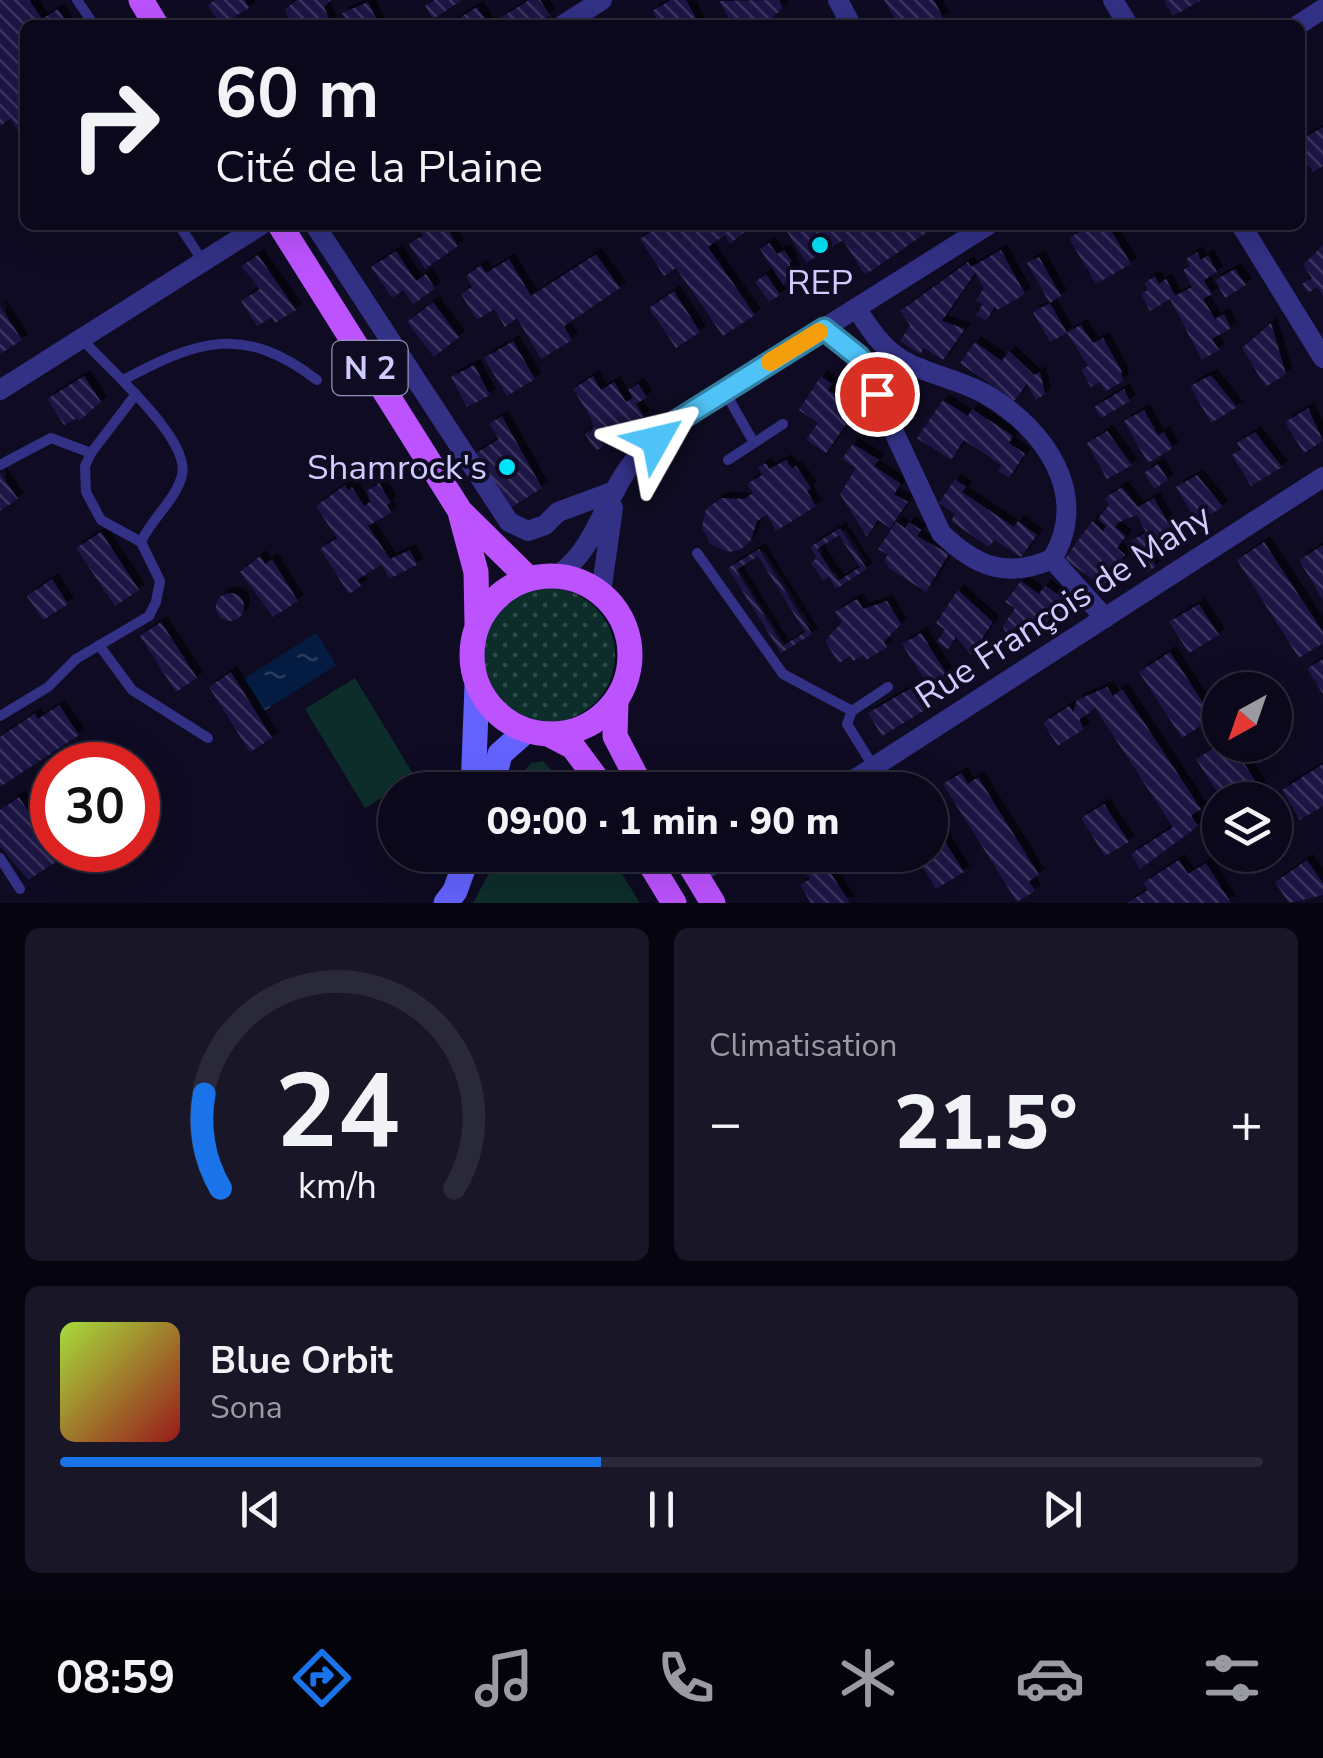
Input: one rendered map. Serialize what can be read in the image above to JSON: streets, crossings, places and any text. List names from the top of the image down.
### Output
{
  "streets": {
    "main road": ["N 2"],
    "street": ["Rue François de Mahy"]
  },
  "places": ["REP", "Shamrock's"],
  "north": "bottom left",
  "page": {
    "turn": ["60 m", "Cité de la Plaine"],
    "limit": "30",
    "trip": "09:00 · 1 min · 90 m",
    "tile": "Climatisation",
    "heat": ["−", "21.5°", "+"],
    "song": ["Blue Orbit", "Sona"],
    "tabs": "08:59",
    "gauge": ["24", "km/h"]
  }
}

## What the task requires
Print each line of the material above exactly, with the pictures removed from your copy.

## Exercise output
Input: one rendered map. Serialize what can be read in the image above to JSON: streets, crossings, places and any text. List names from the top of the image down.
### Output
{
  "streets": {
    "main road": ["N 2"],
    "street": ["Rue François de Mahy"]
  },
  "places": ["REP", "Shamrock's"],
  "north": "bottom left",
  "page": {
    "turn": ["60 m", "Cité de la Plaine"],
    "limit": "30",
    "trip": "09:00 · 1 min · 90 m",
    "tile": "Climatisation",
    "heat": ["−", "21.5°", "+"],
    "song": ["Blue Orbit", "Sona"],
    "tabs": "08:59",
    "gauge": ["24", "km/h"]
  }
}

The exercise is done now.